第192話 詳細不明

 イサベルとサラがお茶会を開いている頃、オーギュストは階下の自ら取った広い部屋に籠っていた。


 ことが順調に進み、今日中に美しきイサベルをものにできた際に彼女を連れ込むために取った優雅な内装の最高級もスイートルームだ。


 しかし、部屋の雰囲気と正反対にオーギュストの表情は苦虫を噛み潰した如くだ。


 「クソッ!…………念のため調べておいて良かった……あのガキ……まさかこんなところで僕を邪魔してくるとは……」


 椅子に座ったオーギュストは机の上に十数枚の紙束を置き、一番上の一枚を手に取ったところだった。


 週の頭に屈辱を受けてからいつか目にものを見せてくれようとひそかに決意し、出来る限りの筋から入手した伏見双魔の情報だ。


 「……………………」


 一枚を読み終えると紙束の横に置き、二枚目に手を伸ばす。


 そうして一枚一枚、資料に書かれた伏見双魔についての情報を精読しながら頭に叩き込んでいく。


 万事に置いて情報を制したものが勝負を制する。これは史に則った、確定した事実である。


 相手の癖や使用する魔術を知っておけばそれだけで対応策を練ることが可能となり、うまくいけば弱点さえ看破し、そこを攻めることもできる。


 「…………なんだこれは?」


 が、三枚目を読み終わり、四枚目に差し掛かったあたりでオーギュストの眉間に大きな皺が刻まれた。

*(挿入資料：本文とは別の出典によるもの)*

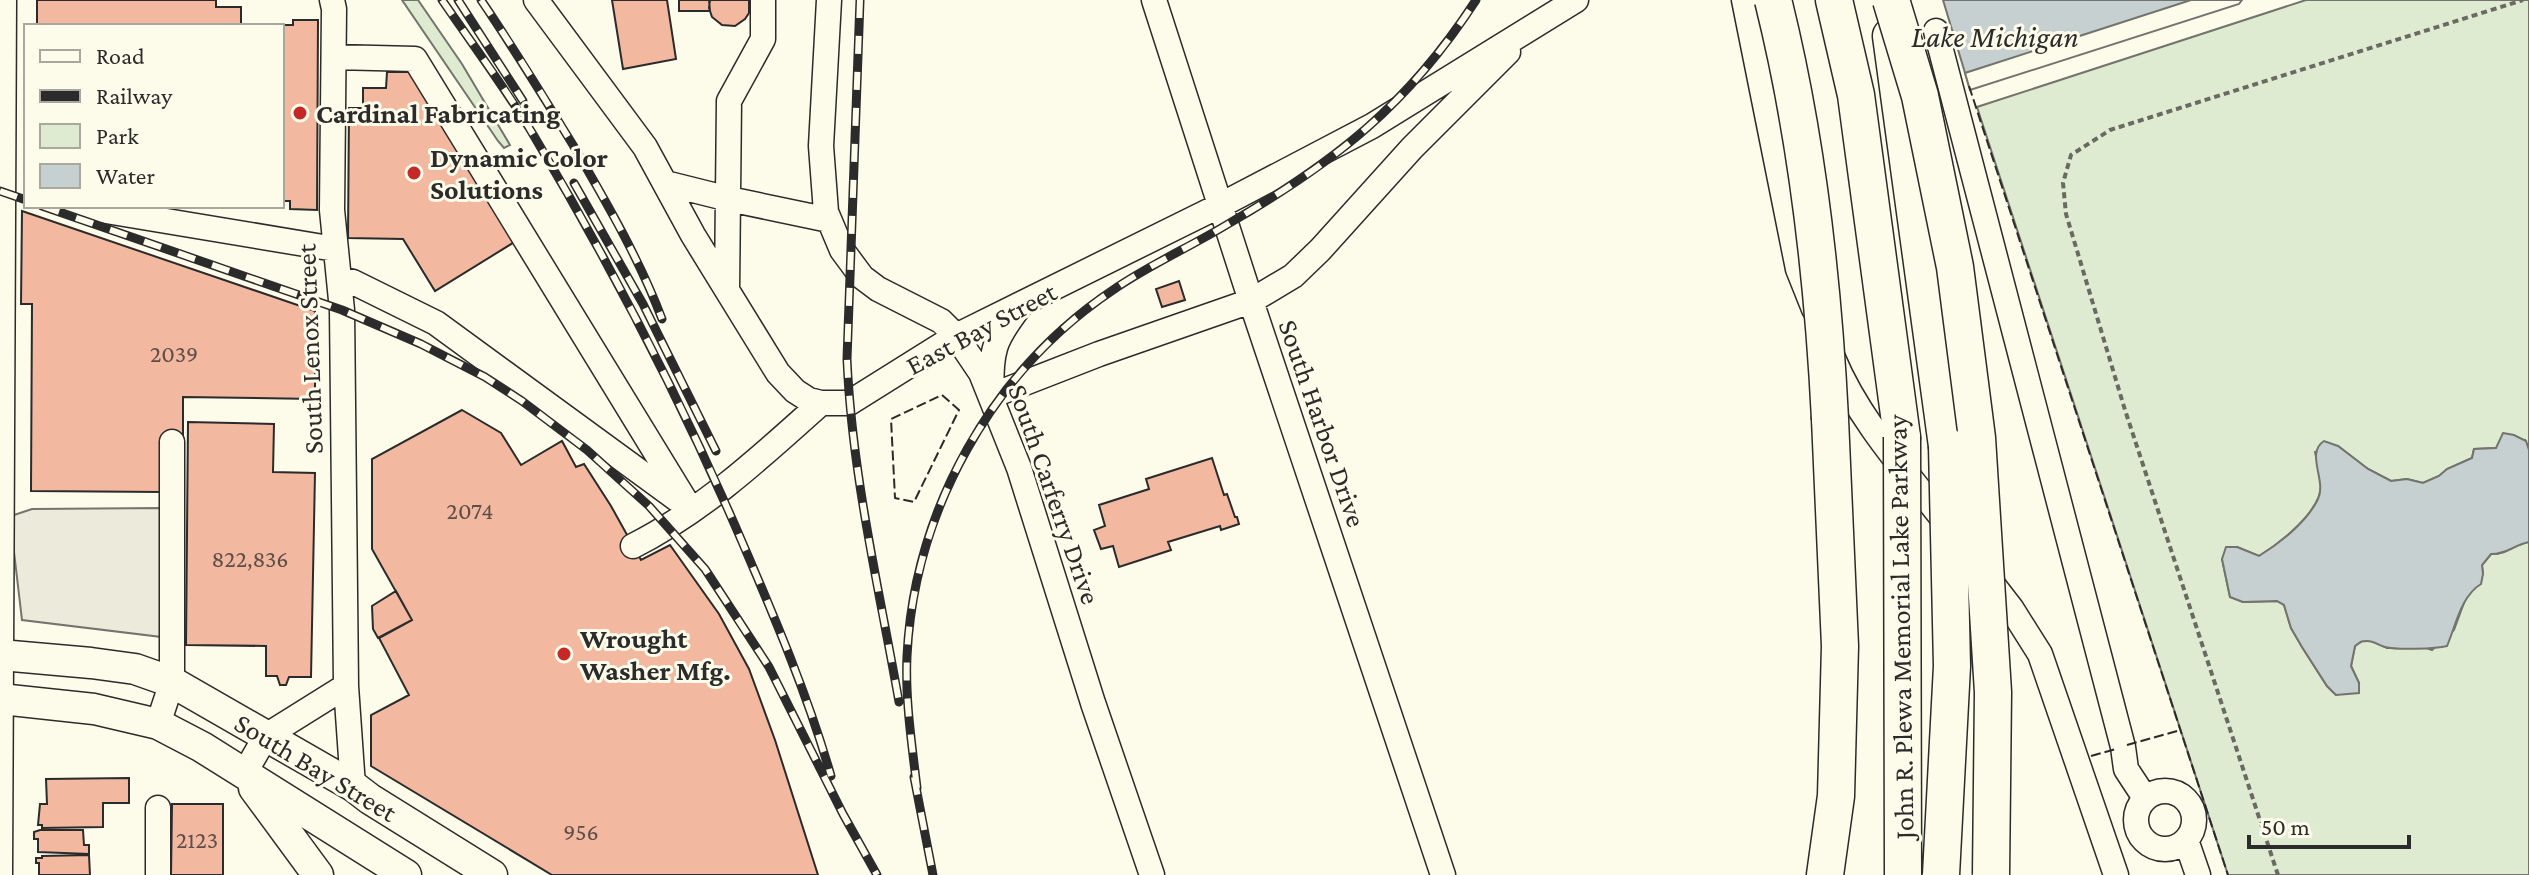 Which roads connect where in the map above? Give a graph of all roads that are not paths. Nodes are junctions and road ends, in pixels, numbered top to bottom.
1 (4, 0) edge
2 (536, 0) edge
3 (763, 0) edge
4 (829, 0) edge
5 (1154, 0) edge
6 (1576, 0) edge
7 (1744, 0) edge
8 (1773, 0) edge
9 (1834, 0) edge
10 (1888, 0) edge
11 (333, 4) edge
12 (1537, 23) junction
13 (1936, 31) dead end
14 (334, 57) junction
15 (665, 183) junction
16 (12, 188) edge
17 (729, 199) junction
18 (1221, 205) junction
19 (88, 208) edge
20 (829, 220) junction
21 (335, 249) junction
22 (339, 279) junction
23 (727, 290) junction
24 (1251, 301) junction
25 (1021, 304) junction
26 (956, 336) junction
27 (991, 396) junction
28 (821, 403) junction
29 (172, 442) dead end
30 (691, 510) junction
31 (633, 546) dead end
32 (1, 656) edge
33 (172, 682) junction
34 (346, 686) junction
35 (1, 699) edge
36 (144, 720) junction
37 (266, 736) junction
38 (244, 774) junction
39 (353, 786) junction
40 (0, 798) edge
41 (2145, 798) junction
42 (158, 808) dead end
43 (2136, 825) junction
44 (2102, 834) junction
45 (2186, 840) junction
46 (366, 862) edge
47 (1441, 869) edge
48 (0, 875) edge
49 (158, 875) edge
50 (318, 875) edge
51 (406, 875) edge
52 (492, 875) edge
53 (1152, 875) edge
54 (1825, 875) edge
55 (1903, 875) edge
56 (1941, 875) edge
57 (1991, 875) edge
58 (2116, 875) edge
59 (2198, 875) edge

1 - 16 street
2 - 15 street
3 - 17 street
4 - 20 street, South Carferry Drive
5 - 18 street, South Harbor Drive
6 - 12 street, East Bay Street
7 - 44 street
8 - 54 highway, bridge
9 - 55 highway, John R. Plewa Memorial Lake Parkway, bridge
10 - 56 highway, John R. Plewa Memorial Lake Parkway, bridge
10 - 57 highway, bridge
11 - 14 street, South Lenox Street
12 - 18 street, East Bay Street
12 - 24 street
13 - 41 street
14 - 21 street, South Lenox Street
14 - 30 street
15 - 17 street
15 - 23 street
16 - 32 street
17 - 20 street
17 - 23 street
18 - 24 street, South Harbor Drive
18 - 25 street, East Bay Street
19 - 21 street
20 - 26 street, South Carferry Drive
21 - 22 street, South Lenox Street
22 - 30 street
22 - 34 street, South Lenox Street
23 - 28 street
24 - 27 street
24 - 47 street, South Harbor Drive
25 - 26 street, East Bay Street
25 - 27 street
26 - 27 street, South Carferry Drive
26 - 28 street, East Bay Street
27 - 53 street, South Carferry Drive
28 - 30 street
29 - 33 street
30 - 31 street
32 - 33 main road, South Bay Street
32 - 35 street
33 - 36 street
33 - 37 main road, South Bay Street
34 - 37 street
34 - 39 street, South Lenox Street
35 - 36 main road
35 - 40 street
36 - 38 main road, South Bay Street
37 - 38 street
37 - 39 main road, South Bay Street
38 - 46 main road, South Bay Street
38 - 50 main road
39 - 46 main road
39 - 52 main road, South Bay Street
40 - 48 street
41 - 43 street
41 - 45 street
42 - 49 street
43 - 44 street
43 - 45 street
44 - 58 street
45 - 59 street
46 - 51 main road, South Bay Street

 原因は今読んでいる伏見双魔についての資料に他ならないのだが、これがオーギュストの想定外だった。


 ここまで、資料の約三分の一を呼んだ訳なのだが大した情報が書かれていないのだ。


 氏名からはじまり、学年、所属クラスや交友関係、使用が確認された数種の魔術などは書かれているが、要点と推測される情報が悉く「収集不可」と記されている。

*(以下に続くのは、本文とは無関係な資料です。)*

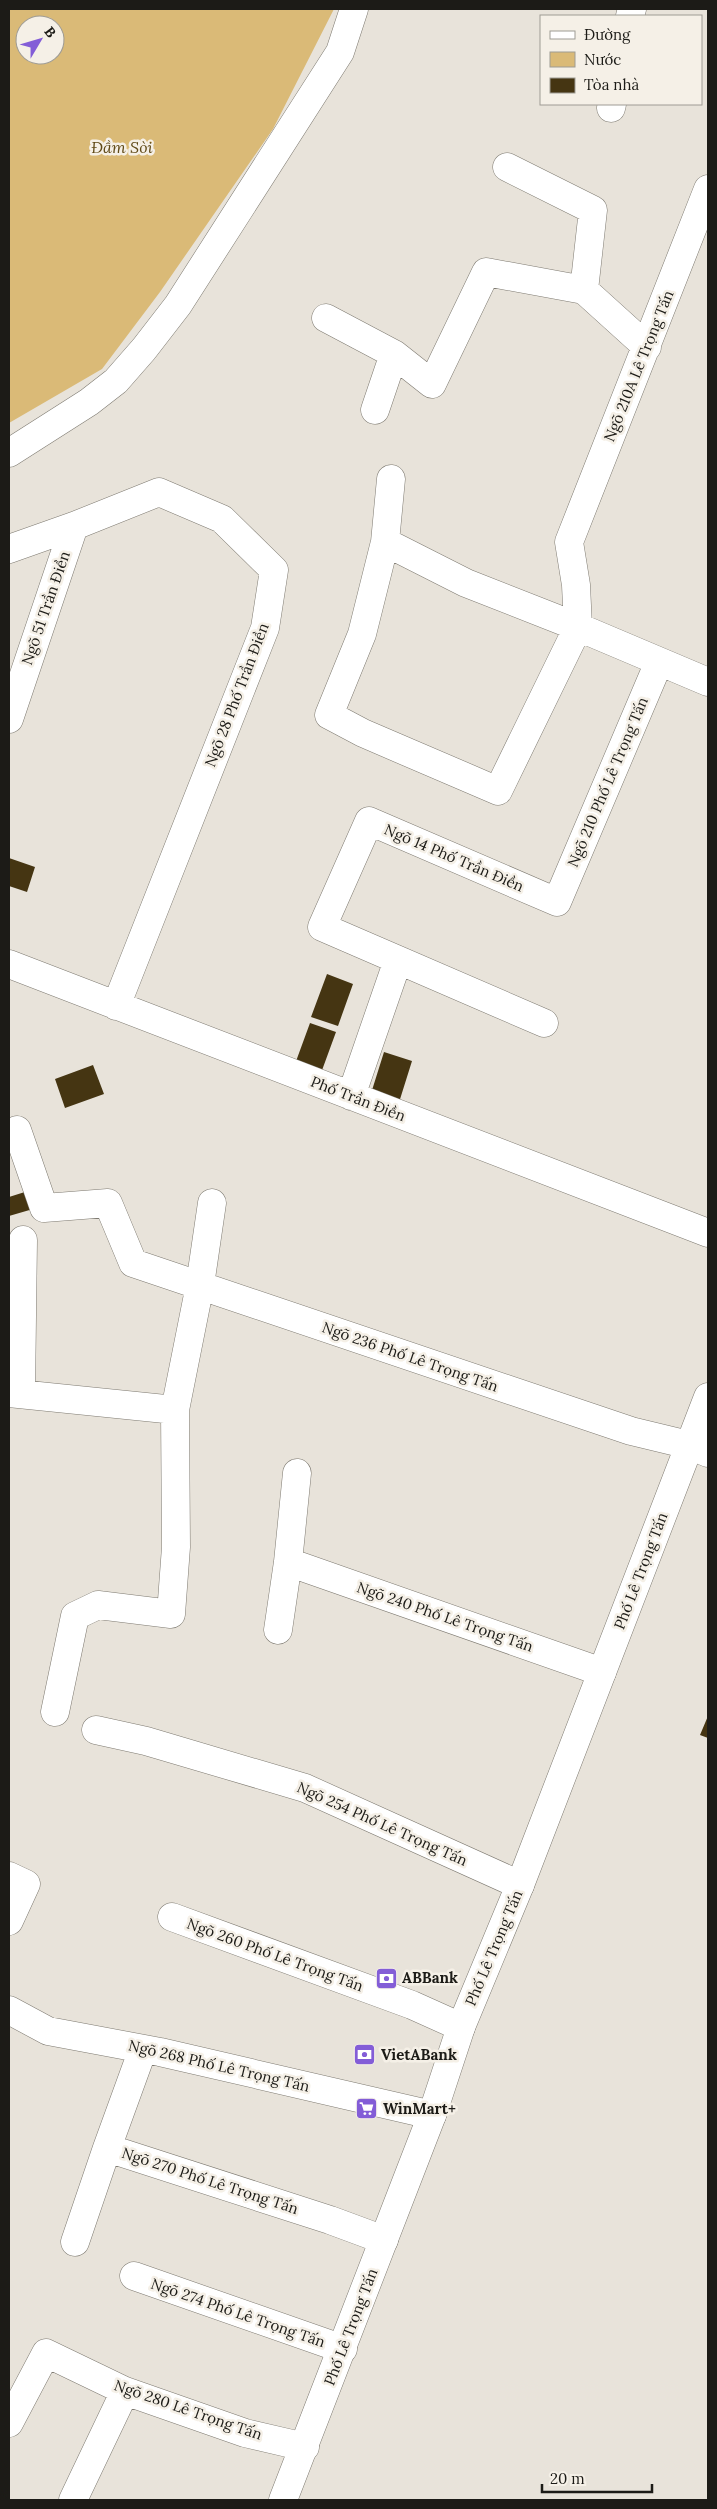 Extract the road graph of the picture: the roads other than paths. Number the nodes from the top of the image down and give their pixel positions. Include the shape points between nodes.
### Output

 確かな裏の情報筋に大金をはたいて依頼したのだがこれでは金の出し損だ。対策になど繋がりもしない。


 「いや……資料はまだ半分以上ある……ふーー……慌てることはない」


 このようなときに冷静さを失っては敗北に一歩足を進めるに等しい。オーギュストは深く息を吐いて心を静めると残りの紙に手を伸ばした。



◇◆◇◆◇◆◇◆◇◆◇◆◇◆◇◆◇◆◇◆



 「……なんだこれは…………なんなんだこれは!!?」


 ガタッ!バンッ!


 「フー!……フー!……なんなのだ!?これは!?」


 十数分後、オーギュストは勢いよく立ち上がり、机に両の手を叩きつけた。


 理由は実に単純である。資料の残りも大した情報が記されていなかったのだ。


 しかも、最後の一枚には「何者かの意思によって対象に関しての情報の守秘が図られている可能性が高い。出来る限り、対象との接触は避けるよう忠告する」という一文で締めくくられていた。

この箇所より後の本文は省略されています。